Sequence-specific ssDNAs were synthesized using a rolling-circle amplification strategy (12). The sequences studied here are referred to throughout this article as poly(dA), mixed base, and polypyrimidine. The 5′ phosphorylated template oligomers (with the complement of the desired product sequence) and 5′ biotin-labeled primer oligomers were purchased from Integrated DNA Technologies (Coralville, IA) (see Table 1). In the case of the polypyrimidine and mixed base sequences, the primer was designed to splint the template oligomer into a circle (13). For these two sequences, the primer and template were mixed in stoichiometric concentrations in 1× T4 ligase buffer (New England Biolabs, Ipswich, MA), heated to 95°C, and cooled to room temperature over 45 min. T4 ligase (New England Biolabs) was then added and incubated overnight at 4°C. For the poly(dA) substrate, splinting is not possible due to lack of specificity between the primer and template. In this case, the linear poly(dT) template was treated with Circligase II (Epicentre Biotechnologies, Madison, WI) to form the circular template followed by stoichiometric annealing with the poly(dA) primer. Rolling circle amplification reactions were carried out by incubating the primer-template complex at 5 nM with 0.2 mM dNTP and ϕ29 polymerase in 1× ϕ29 reaction buffer (New England Biolabs) at 30°C for 3 h followed by inactivation at 65°C for 15 min (12).

Table 1.

Identity of sequences discussed in text

Name	Template (5′ phosphate)	Product (5′ biotin)
Poly(dA)	(T)50	(A)n
Mixed base	ACTCTTCT3AT3CT4ACTTTCCAT	(AAGAGTATGGAA2GTA4GA3TA3G)n
Polypyrimidine	AGGAGAA4GA7GA3AGAAGG	(TCTCCTCCTTCTT3CT7CT4)n

The polypyrimidine and mixed-base sequences were designed and originally synthesized by Brockman et al. (13). The primer sequence is in bold in the product column and its complement is in bold in the template column. In the case of poly(dA), the primer is 5′-biotin-labeled (A)₂₀.

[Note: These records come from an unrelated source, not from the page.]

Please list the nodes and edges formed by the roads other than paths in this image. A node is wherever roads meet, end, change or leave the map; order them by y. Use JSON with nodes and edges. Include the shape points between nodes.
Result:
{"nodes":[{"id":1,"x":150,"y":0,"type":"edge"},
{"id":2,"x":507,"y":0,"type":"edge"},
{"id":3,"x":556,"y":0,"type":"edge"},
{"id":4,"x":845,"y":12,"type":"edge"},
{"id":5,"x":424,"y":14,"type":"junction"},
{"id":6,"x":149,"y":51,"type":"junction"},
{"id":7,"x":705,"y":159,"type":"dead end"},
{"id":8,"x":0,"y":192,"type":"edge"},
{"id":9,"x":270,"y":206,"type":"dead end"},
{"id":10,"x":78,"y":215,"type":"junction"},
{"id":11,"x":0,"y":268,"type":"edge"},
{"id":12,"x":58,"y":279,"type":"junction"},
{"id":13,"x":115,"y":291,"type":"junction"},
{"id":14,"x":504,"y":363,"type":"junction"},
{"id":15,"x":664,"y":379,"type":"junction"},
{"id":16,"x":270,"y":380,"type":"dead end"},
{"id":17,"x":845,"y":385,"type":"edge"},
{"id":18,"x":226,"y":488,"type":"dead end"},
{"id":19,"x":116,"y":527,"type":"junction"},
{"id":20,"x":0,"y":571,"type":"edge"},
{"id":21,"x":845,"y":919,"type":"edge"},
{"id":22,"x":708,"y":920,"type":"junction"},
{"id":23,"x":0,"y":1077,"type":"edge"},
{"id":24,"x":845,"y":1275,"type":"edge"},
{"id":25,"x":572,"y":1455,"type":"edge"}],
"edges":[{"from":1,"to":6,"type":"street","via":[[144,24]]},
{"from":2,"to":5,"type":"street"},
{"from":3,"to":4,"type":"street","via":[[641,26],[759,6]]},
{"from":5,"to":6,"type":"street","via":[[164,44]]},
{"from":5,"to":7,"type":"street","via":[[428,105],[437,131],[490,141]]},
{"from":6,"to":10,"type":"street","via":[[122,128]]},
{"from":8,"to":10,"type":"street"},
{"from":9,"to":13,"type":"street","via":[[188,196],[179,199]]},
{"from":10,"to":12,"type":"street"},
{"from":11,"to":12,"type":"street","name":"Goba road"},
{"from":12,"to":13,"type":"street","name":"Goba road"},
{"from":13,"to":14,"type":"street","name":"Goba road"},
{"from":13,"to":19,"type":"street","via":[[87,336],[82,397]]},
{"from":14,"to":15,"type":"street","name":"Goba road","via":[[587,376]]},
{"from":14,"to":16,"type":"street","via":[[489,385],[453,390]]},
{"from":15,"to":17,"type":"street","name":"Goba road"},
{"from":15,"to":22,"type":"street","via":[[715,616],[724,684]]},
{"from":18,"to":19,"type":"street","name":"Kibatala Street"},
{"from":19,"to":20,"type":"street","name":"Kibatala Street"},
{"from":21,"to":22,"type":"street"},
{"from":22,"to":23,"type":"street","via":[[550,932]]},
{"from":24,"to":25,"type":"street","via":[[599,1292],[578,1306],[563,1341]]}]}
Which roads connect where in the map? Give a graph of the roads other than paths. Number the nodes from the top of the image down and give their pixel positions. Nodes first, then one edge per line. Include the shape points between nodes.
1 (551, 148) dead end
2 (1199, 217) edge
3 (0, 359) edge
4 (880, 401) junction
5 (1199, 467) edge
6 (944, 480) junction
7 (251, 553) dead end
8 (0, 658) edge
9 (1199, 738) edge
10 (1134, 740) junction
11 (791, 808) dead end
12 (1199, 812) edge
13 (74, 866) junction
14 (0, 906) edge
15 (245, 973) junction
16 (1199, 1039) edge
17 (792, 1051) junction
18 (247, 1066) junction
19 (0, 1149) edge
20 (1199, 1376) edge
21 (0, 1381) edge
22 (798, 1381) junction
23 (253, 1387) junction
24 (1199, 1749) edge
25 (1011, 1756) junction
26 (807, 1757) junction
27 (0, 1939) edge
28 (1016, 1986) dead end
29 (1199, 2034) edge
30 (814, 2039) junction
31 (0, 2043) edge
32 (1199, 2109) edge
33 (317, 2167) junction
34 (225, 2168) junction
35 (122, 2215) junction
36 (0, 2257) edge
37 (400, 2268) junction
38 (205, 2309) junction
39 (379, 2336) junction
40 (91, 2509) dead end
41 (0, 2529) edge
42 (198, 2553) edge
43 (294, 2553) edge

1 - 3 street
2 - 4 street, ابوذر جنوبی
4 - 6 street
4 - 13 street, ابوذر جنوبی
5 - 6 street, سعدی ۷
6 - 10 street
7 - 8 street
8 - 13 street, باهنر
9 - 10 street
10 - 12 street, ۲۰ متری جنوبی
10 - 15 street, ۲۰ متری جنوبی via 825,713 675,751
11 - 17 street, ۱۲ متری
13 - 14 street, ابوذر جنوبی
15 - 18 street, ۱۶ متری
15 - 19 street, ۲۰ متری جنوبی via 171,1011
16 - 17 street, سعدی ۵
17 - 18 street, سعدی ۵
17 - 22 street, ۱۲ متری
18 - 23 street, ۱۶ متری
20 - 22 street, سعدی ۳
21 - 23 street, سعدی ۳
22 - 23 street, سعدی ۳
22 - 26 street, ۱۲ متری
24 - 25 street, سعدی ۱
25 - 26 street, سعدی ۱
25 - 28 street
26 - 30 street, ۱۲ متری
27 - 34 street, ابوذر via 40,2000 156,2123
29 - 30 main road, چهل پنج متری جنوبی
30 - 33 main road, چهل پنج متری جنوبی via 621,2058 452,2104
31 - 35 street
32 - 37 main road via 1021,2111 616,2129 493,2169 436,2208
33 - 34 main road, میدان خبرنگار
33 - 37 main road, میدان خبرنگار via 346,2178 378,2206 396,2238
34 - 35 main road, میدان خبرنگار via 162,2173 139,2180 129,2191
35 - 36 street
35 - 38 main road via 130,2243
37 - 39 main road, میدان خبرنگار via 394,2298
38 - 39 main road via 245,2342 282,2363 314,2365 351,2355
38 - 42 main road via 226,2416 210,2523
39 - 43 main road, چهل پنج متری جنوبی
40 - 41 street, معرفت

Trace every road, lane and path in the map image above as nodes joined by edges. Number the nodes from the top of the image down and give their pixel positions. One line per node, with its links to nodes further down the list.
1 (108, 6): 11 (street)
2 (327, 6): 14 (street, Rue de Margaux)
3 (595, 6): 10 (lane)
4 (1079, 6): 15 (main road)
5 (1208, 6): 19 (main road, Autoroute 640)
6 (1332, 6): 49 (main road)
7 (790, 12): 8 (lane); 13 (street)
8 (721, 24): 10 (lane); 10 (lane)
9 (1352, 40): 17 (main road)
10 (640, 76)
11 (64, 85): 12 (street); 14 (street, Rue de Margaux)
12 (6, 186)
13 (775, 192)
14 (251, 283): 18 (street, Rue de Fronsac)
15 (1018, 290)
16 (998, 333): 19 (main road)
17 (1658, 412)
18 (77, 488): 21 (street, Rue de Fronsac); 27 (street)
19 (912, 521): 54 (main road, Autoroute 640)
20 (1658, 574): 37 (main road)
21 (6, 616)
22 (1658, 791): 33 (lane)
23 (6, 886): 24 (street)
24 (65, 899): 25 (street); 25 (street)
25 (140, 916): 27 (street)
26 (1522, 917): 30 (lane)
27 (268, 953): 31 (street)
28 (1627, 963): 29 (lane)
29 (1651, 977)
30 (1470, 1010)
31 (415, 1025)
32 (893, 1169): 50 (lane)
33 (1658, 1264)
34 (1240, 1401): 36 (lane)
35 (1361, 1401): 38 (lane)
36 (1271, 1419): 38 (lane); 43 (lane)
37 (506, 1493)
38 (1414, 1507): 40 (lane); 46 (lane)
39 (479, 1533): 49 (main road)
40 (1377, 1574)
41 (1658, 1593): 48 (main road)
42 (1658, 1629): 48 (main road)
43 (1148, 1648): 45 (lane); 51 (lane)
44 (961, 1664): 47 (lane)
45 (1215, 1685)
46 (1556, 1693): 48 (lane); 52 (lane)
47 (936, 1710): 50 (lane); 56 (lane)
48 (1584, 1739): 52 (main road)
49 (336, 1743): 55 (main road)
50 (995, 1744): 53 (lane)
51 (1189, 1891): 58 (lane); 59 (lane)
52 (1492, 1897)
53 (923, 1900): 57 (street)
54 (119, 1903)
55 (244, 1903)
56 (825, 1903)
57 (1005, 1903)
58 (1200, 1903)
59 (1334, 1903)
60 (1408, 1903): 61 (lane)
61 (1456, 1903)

Magnetic tweezers protocols have been discussed elsewhere (14). Typically, a bifunctional polymer is stretched between an antidigoxigenin-coated cover glass and a streptavidin-coated paramagnetic bead. However, here we are interested in forces >20 pN, where the digoxigenin bond ruptures after only a short time (15). Thus, we use a simpler nonspecific-adsorption strategy. Briefly, the rolling circle amplification product (synthesis described above) is introduced to a cover glass with Sigmacote (Life Technologies, Carlsbad, CA) at ≈1–10 ng/μL and incubated for ≈2 h. We successfully use this procedure to tether all three ssDNA sequences from Table 1, indicating that the mechanism is independent of sequence. We posit that the ssDNA associates with the hydrophobic silanized glass via its exposed hydrophobic bases. The surface is then blocked with a solution of 2 mg/mL BSA for ≈20 min before introducing streptavidin-coated paramagnetic beads (Dynabeads; Life Technologies) which were also previously incubated in the BSA blocking buffer and which bind to the biotin moiety. Forces ranging from ≈0.05 to ≈15 pN are imparted using external magnets above the sample and 1-μm myOne beads (DynaBeads, Life Technologies). Forces approaching 100 pN can be achieved with 2.8 μm M280 beads (Dynabeads, Life Technologies). For both beads, we acquire data in the force range ≈5–15 pN.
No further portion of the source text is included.